By Michael Aguirre, San Diego City Attorney
Perils of Wisdom
Legal Primer
Behind the Scenes
Must reading

Perils of wisdom
As the Voice of San Diego Web site (www.voiceofsandiego.org) pointed out in reporting on yesterday's Kroll Report/Mayor's Reform Plan, a mayoral spokesperson said, "Those who obstruct reform do so at their own peril."

Per-il /per ?l/ Pronunciation [per-uh l] noun, verb,
-noun
1. exposure to injury, loss, or destruction; grave risk; jeopardy; danger: They faced the peril of falling rocks.
2. something that causes or may cause injury, loss, or destruction.
-verb (used with object)
to expose to danger; imperil; risk.
(dictionary.com)

There are parts of the $20.3 million Kroll Report, which the Mayor wants to quickly adopt as his Reform Plan, that I approve and, in fact, some have been recommended by my Office for over a year. I say move forward with the reforms we all agree are worthwhile, such as improving the City's financial computer systems, more training for officials in financial disclosures responsibilities, and better internal controls. I support these reforms, which encompass about 85 percent of the Mayor's Reform Plan.

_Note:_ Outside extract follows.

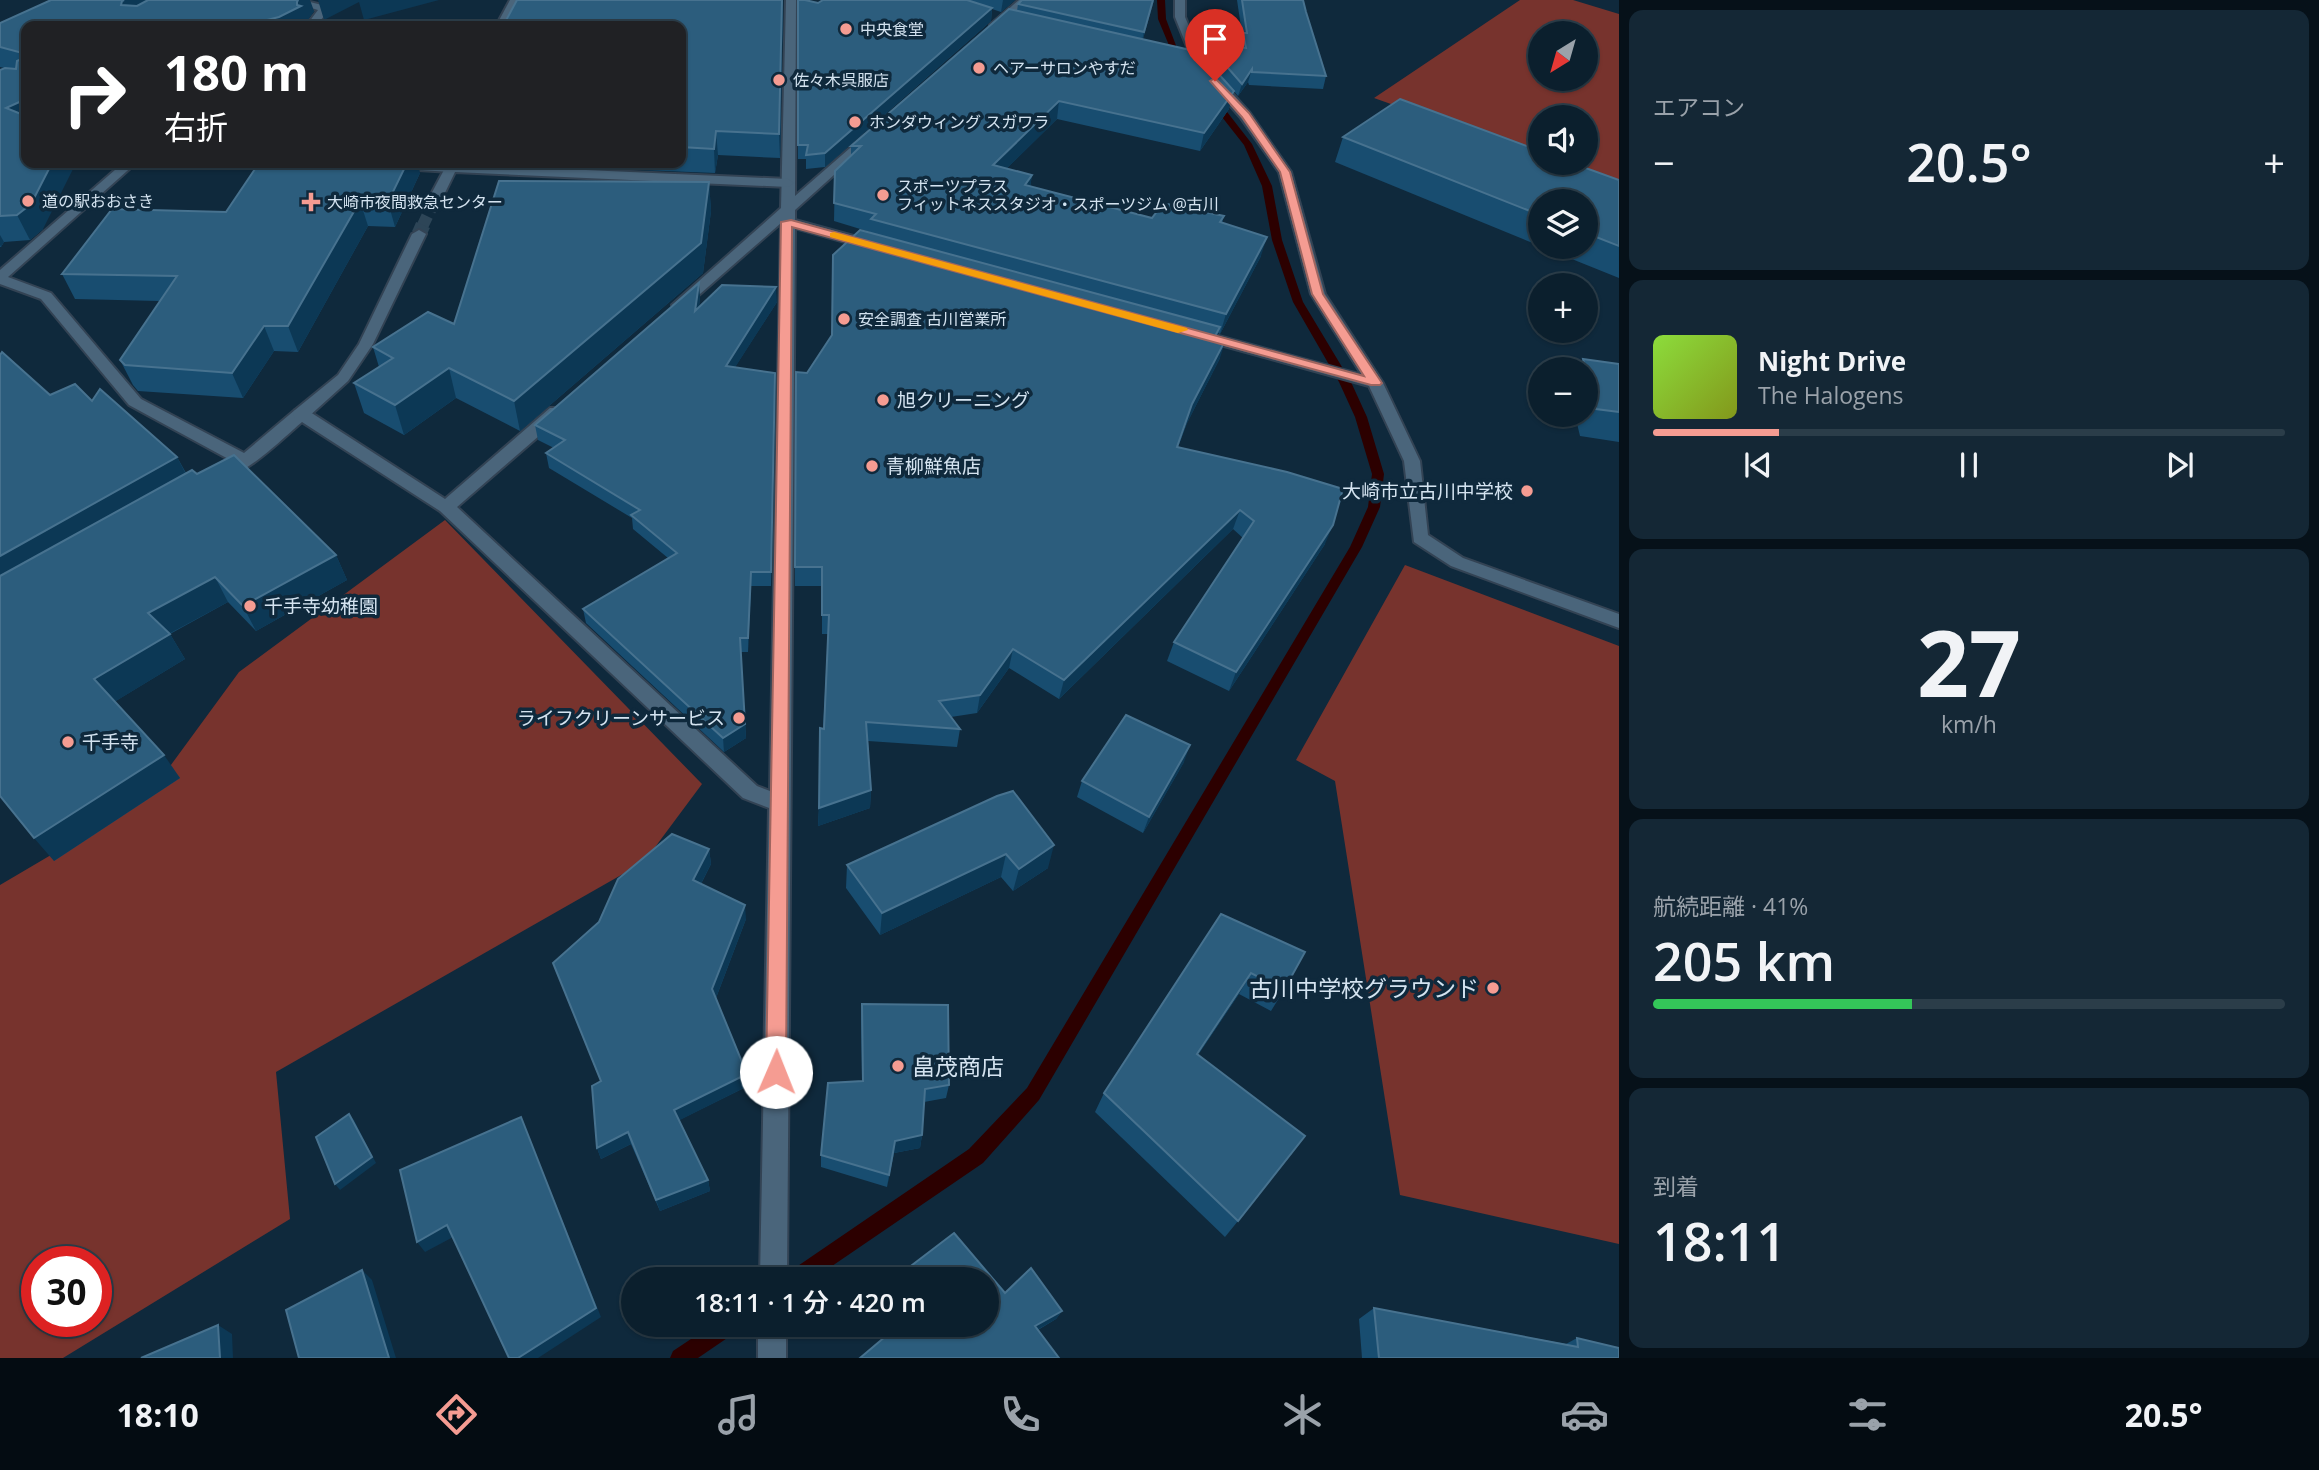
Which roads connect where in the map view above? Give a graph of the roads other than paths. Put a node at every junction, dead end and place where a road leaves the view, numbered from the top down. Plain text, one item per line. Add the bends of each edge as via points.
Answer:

At the risk of my own peril, I suggest more input from the public before making broader changes that remove needed checks and balances on City government. Is that obstructionist? Or just common sense?

Legal Primer
Kroll's representative Arthur Levitt, in the U-T article on Friday, Aug. 25, argues that a 2001 Securities and Exchange Commission (SEC) case called Seaboard shows that the SEC prefers to see companies acknowledge wrongdoing and voluntarily take action without being forced to do so by authorities. However, in the case of Seaboard the company acted immediately to remove those individuals involved in the wrongdoing from their positions. The Seaboard officials also admitted their wrongs.

That has not happened here. In San Diego, the elected officials responsible for the violations remain in power. They have admitted no wrongs; they accept no responsibility for their unlawful actions associated with the City's financial crisis. There is no remediation plan directly affecting them, only City staff. If Levitt wants to cite Seaboard, he should call for the same consequences to befall wrongdoers in San Diego.

Behind the scenes
After the Mayor and Council President Scott Peters held their press conference Thursday to release their reform plan, the Mayor's handlers arranged for Arthur Levitt, author of the Kroll Report, to be available to reporters by phone. The guy took more than $20 million from San Diego taxpayers. He can arrange his own press conference.

Must reading
Beth Barber's Op-Ed in the U-T, Friday, August 25, "It may not have been the council's fault."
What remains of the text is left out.